Dataset excerpts
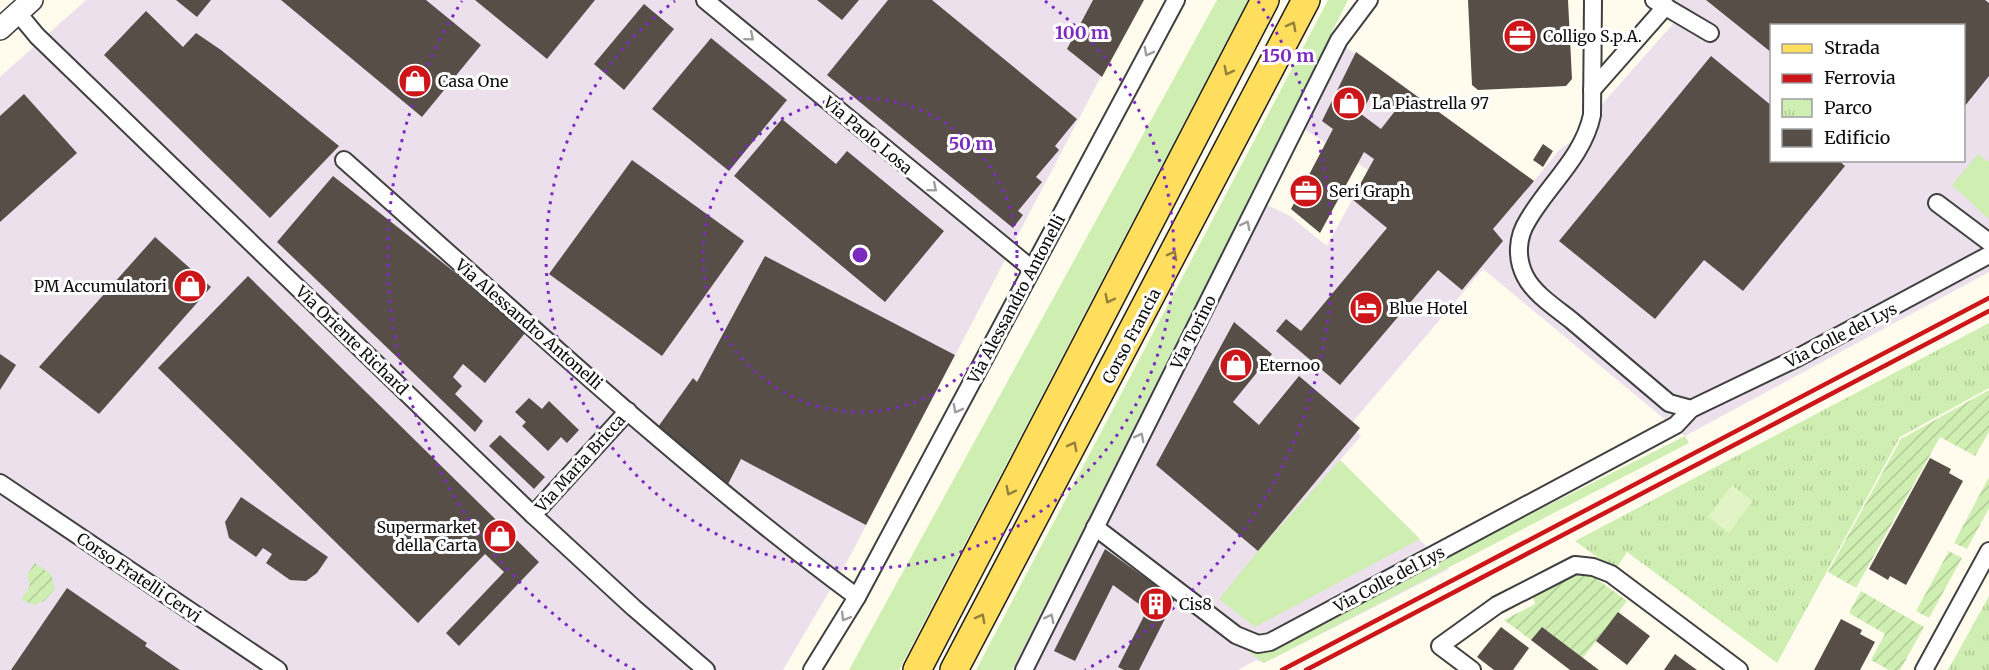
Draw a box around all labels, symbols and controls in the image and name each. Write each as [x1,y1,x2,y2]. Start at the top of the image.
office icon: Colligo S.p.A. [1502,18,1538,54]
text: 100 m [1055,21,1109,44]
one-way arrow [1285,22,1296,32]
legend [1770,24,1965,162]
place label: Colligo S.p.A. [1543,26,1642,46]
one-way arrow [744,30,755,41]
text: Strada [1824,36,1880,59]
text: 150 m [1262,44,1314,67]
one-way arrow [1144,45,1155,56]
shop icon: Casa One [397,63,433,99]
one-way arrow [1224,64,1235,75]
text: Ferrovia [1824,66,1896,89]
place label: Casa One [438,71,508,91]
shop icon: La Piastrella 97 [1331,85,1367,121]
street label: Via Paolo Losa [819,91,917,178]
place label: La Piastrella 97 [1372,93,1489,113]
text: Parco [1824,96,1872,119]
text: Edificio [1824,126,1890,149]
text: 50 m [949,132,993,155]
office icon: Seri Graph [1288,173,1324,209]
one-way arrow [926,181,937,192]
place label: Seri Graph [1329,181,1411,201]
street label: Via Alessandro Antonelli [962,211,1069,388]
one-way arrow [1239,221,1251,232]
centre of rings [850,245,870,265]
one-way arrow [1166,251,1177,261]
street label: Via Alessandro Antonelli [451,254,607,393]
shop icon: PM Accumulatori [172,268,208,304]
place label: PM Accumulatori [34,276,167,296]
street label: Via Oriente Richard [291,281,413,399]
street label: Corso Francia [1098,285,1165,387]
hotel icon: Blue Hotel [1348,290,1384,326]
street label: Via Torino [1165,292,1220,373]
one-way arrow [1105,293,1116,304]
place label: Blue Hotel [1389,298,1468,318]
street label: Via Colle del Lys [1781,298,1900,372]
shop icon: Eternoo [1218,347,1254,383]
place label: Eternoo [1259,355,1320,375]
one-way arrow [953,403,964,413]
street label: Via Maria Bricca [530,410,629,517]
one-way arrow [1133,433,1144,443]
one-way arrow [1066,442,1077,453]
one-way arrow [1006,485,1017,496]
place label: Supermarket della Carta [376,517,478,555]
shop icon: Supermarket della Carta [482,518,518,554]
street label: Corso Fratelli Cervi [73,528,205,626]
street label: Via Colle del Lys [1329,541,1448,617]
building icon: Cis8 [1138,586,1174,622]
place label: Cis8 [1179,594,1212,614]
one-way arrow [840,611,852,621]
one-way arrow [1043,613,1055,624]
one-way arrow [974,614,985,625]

PROBLEM
Quote the data above in full, leaving out the pictures it holds.

TASK RESULT
Draw a box around all labels, symbols and controls in the image and name each. Write each as [x1,y1,x2,y2]. Start at the top of the image.
office icon: Colligo S.p.A. [1502,18,1538,54]
text: 100 m [1055,21,1109,44]
one-way arrow [1285,22,1296,32]
legend [1770,24,1965,162]
place label: Colligo S.p.A. [1543,26,1642,46]
one-way arrow [744,30,755,41]
text: Strada [1824,36,1880,59]
text: 150 m [1262,44,1314,67]
one-way arrow [1144,45,1155,56]
shop icon: Casa One [397,63,433,99]
one-way arrow [1224,64,1235,75]
text: Ferrovia [1824,66,1896,89]
place label: Casa One [438,71,508,91]
shop icon: La Piastrella 97 [1331,85,1367,121]
street label: Via Paolo Losa [819,91,917,178]
place label: La Piastrella 97 [1372,93,1489,113]
text: Parco [1824,96,1872,119]
text: Edificio [1824,126,1890,149]
text: 50 m [949,132,993,155]
office icon: Seri Graph [1288,173,1324,209]
one-way arrow [926,181,937,192]
place label: Seri Graph [1329,181,1411,201]
street label: Via Alessandro Antonelli [962,211,1069,388]
one-way arrow [1239,221,1251,232]
centre of rings [850,245,870,265]
one-way arrow [1166,251,1177,261]
street label: Via Alessandro Antonelli [451,254,607,393]
shop icon: PM Accumulatori [172,268,208,304]
place label: PM Accumulatori [34,276,167,296]
street label: Via Oriente Richard [291,281,413,399]
street label: Corso Francia [1098,285,1165,387]
hotel icon: Blue Hotel [1348,290,1384,326]
street label: Via Torino [1165,292,1220,373]
one-way arrow [1105,293,1116,304]
place label: Blue Hotel [1389,298,1468,318]
street label: Via Colle del Lys [1781,298,1900,372]
shop icon: Eternoo [1218,347,1254,383]
place label: Eternoo [1259,355,1320,375]
one-way arrow [953,403,964,413]
street label: Via Maria Bricca [530,410,629,517]
one-way arrow [1133,433,1144,443]
one-way arrow [1066,442,1077,453]
one-way arrow [1006,485,1017,496]
place label: Supermarket della Carta [376,517,478,555]
shop icon: Supermarket della Carta [482,518,518,554]
street label: Corso Fratelli Cervi [73,528,205,626]
street label: Via Colle del Lys [1329,541,1448,617]
building icon: Cis8 [1138,586,1174,622]
place label: Cis8 [1179,594,1212,614]
one-way arrow [840,611,852,621]
one-way arrow [1043,613,1055,624]
one-way arrow [974,614,985,625]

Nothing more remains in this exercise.